Wounded in the financial crisis, Baltic states are regaining strength

The “Baltic Tiger” label still applies to the three nations that make up the Baltic states. Despite suffering in the global financial crisis, Estonia, Latvia and Lithuania are growing again.

Image courtesy Jenn: http://www.everystockphoto.com/photographer.php?photographer_id=19229

Rooftops of Talinn, the capital of Estonia

With a nickname derived from the four Asian Tigers – South Korea, Taiwan, Hong Kong and Singapore – the Baltic Tigers share economic attributes that contributed to their rapid growth during the 2000s: highly educated populations, business-friendly regulatory environments, and low labor costs.

The Baltic states won Western confidence during that decade, and the former Soviet republics joined the European Union and NATO. With this confidence came foreign banks and large amounts of foreign capital. That capital fueled investment in industries but also gave average citizens access to significant credit – much more than they could obtain while under the Soviet sphere of influence.

Consumer spending fueled GDP growth in the Baltic states and helped them achieve the highest growth rates in Europe, until the collapse of Lehman Brothers in 2008 led to a global recession and a halt in easy access to foreign capital.

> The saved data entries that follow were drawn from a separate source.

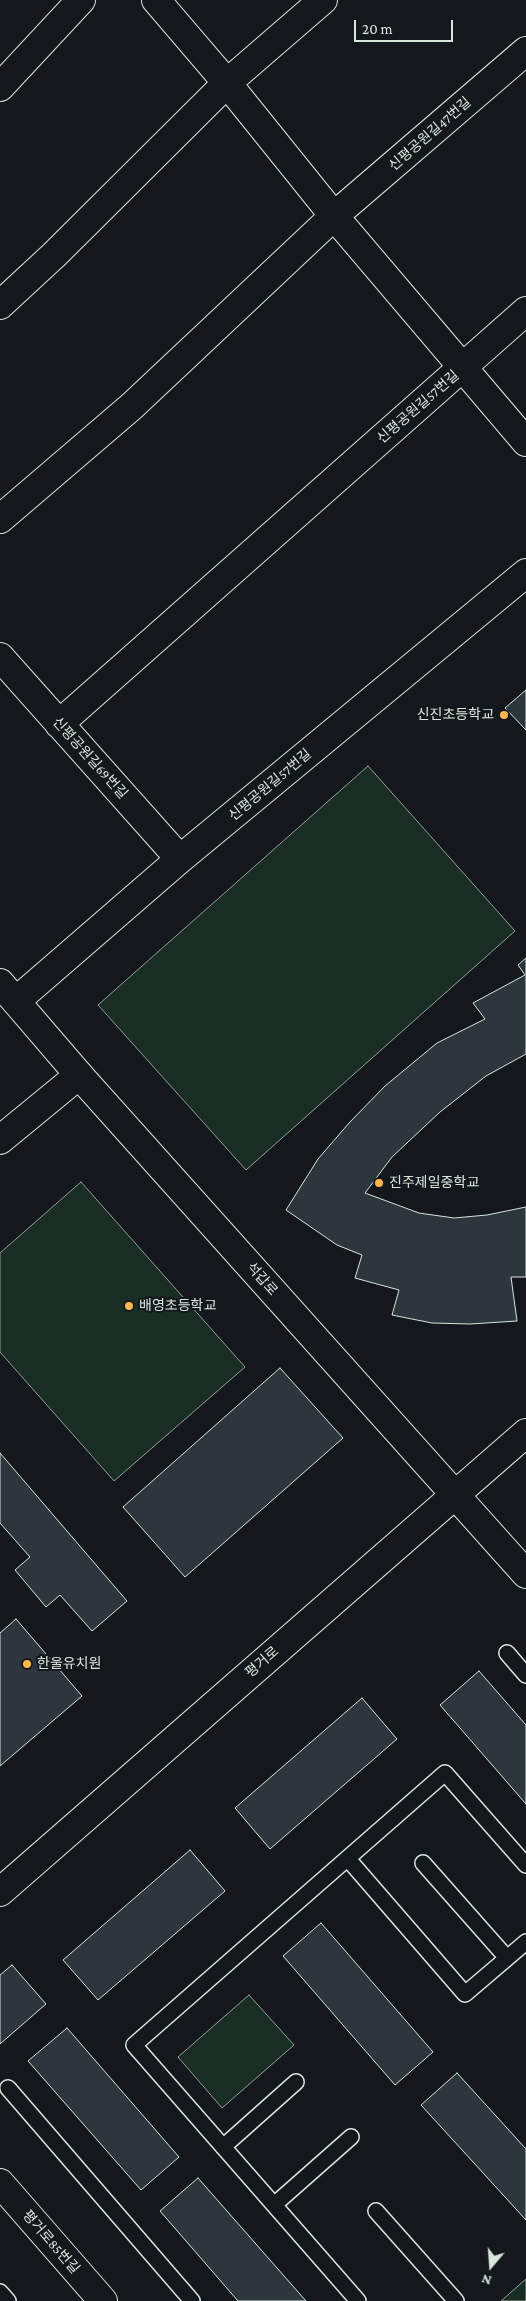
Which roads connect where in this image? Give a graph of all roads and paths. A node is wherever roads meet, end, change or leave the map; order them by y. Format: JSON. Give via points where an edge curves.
{"nodes":[{"id":1,"x":82,"y":0,"type":"edge"},
{"id":2,"x":156,"y":0,"type":"edge"},
{"id":3,"x":323,"y":0,"type":"edge"},
{"id":4,"x":526,"y":51,"type":"edge"},
{"id":5,"x":227,"y":83,"type":"junction"},
{"id":6,"x":0,"y":87,"type":"edge"},
{"id":7,"x":334,"y":216,"type":"junction"},
{"id":8,"x":0,"y":305,"type":"edge"},
{"id":9,"x":526,"y":311,"type":"edge"},
{"id":10,"x":462,"y":368,"type":"junction"},
{"id":11,"x":526,"y":442,"type":"edge"},
{"id":12,"x":0,"y":519,"type":"edge"},
{"id":13,"x":526,"y":572,"type":"edge"},
{"id":14,"x":0,"y":657,"type":"edge"},
{"id":15,"x":59,"y":724,"type":"junction"},
{"id":16,"x":180,"y":859,"type":"junction"},
{"id":17,"x":8,"y":992,"type":"edge"},
{"id":18,"x":79,"y":1075,"type":"junction"},
{"id":19,"x":0,"y":1140,"type":"edge"},
{"id":20,"x":526,"y":1433,"type":"edge"},
{"id":21,"x":455,"y":1494,"type":"junction"},
{"id":22,"x":526,"y":1574,"type":"edge"},
{"id":23,"x":507,"y":1653,"type":"dead end"},
{"id":24,"x":526,"y":1675,"type":"edge"},
{"id":25,"x":348,"y":1859,"type":"junction"},
{"id":26,"x":423,"y":1863,"type":"dead end"},
{"id":27,"x":526,"y":1865,"type":"edge"},
{"id":28,"x":0,"y":1892,"type":"edge"},
{"id":29,"x":526,"y":1942,"type":"edge"},
{"id":30,"x":506,"y":1958,"type":"junction"},
{"id":31,"x":296,"y":2082,"type":"dead end"},
{"id":32,"x":8,"y":2088,"type":"dead end"},
{"id":33,"x":351,"y":2137,"type":"dead end"},
{"id":34,"x":223,"y":2147,"type":"junction"},
{"id":35,"x":0,"y":2183,"type":"edge"},
{"id":36,"x":274,"y":2205,"type":"junction"},
{"id":37,"x":376,"y":2211,"type":"dead end"},
{"id":38,"x":0,"y":2292,"type":"edge"},
{"id":39,"x":8,"y":2301,"type":"edge"},
{"id":40,"x":102,"y":2301,"type":"edge"},
{"id":41,"x":192,"y":2301,"type":"edge"},
{"id":42,"x":358,"y":2301,"type":"edge"},
{"id":43,"x":456,"y":2301,"type":"edge"}],
"edges":[{"from":1,"to":6,"type":"street"},
{"from":2,"to":5,"type":"street","name":"신평공원길57번길"},
{"from":3,"to":5,"type":"street"},
{"from":4,"to":7,"type":"street","name":"신평공원길47번길"},
{"from":5,"to":7,"type":"street","name":"신평공원길57번길"},
{"from":5,"to":8,"type":"street"},
{"from":7,"to":10,"type":"street","name":"신평공원길57번길"},
{"from":7,"to":12,"type":"street","via":[[132,406]]},
{"from":9,"to":10,"type":"street"},
{"from":10,"to":11,"type":"street","name":"신평공원길57번길"},
{"from":10,"to":15,"type":"street","name":"신평공원길57번길"},
{"from":13,"to":16,"type":"street","name":"신평공원길57번길"},
{"from":14,"to":15,"type":"street","name":"신평공원길69번길"},
{"from":15,"to":16,"type":"street","name":"신평공원길69번길"},
{"from":16,"to":17,"type":"street","name":"신평공원길57번길"},
{"from":17,"to":18,"type":"street","name":"석갑로"},
{"from":18,"to":19,"type":"street"},
{"from":18,"to":21,"type":"street","name":"석갑로"},
{"from":20,"to":21,"type":"street","name":"평거로"},
{"from":21,"to":22,"type":"street","name":"석갑로"},
{"from":21,"to":28,"type":"street","name":"평거로"},
{"from":23,"to":24,"type":"lane"},
{"from":25,"to":27,"type":"lane","via":[[445,1773]]},
{"from":25,"to":30,"type":"lane","via":[[464,1994]]},
{"from":25,"to":34,"type":"lane","via":[[134,2046]]},
{"from":26,"to":30,"type":"lane"},
{"from":29,"to":30,"type":"lane"},
{"from":31,"to":34,"type":"lane"},
{"from":32,"to":41,"type":"lane"},
{"from":33,"to":36,"type":"lane"},
{"from":34,"to":36,"type":"lane"},
{"from":35,"to":40,"type":"street","name":"평거로85번길"},
{"from":36,"to":42,"type":"lane"},
{"from":37,"to":43,"type":"lane"},
{"from":38,"to":39,"type":"lane"}]}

The Baltic Tigers saw some of the harshest economic contraction anywhere in the world during the global slowdown with reductions in GDP of 15% in 2009. Like much of Europe, the Baltic states responded to the economic crisis with austerity measures, and they have experienced varying degrees of success. Estonia’s low debt-to-GDP ratio of 6% has created more confidence than Latvia’s 44% and Lithuania’s 38%. Estonia grew 7.6% in 2011, while the other two Baltic states were almost 2% behind.

All three countries are now focusing on GDP growth based more on exports than on the consumer-spending-led boom that preceded the recession. GDP growth predictions of 4% across the Baltic states for 2013 signal it will take time for the region to fully recover, but leaders hope their liberalized economies will foster the innovation they need to return to their prior status as fast-growing Tiger economies.

Most Baltic equities are not easily accessible to American retail investors, and many ETFs will not have any Baltic holdings. The Guggenheim Frontier Markets ETF (FRNquote), formerly managed by Claymore Securities, provides some meager access to growth in Baltic states. A better strategy to access Baltic markets is investing in foreign companies that have Baltic operations. The banks in the iShares MSCI Sweden Index Fund (EWDquote) are a good example of such companies.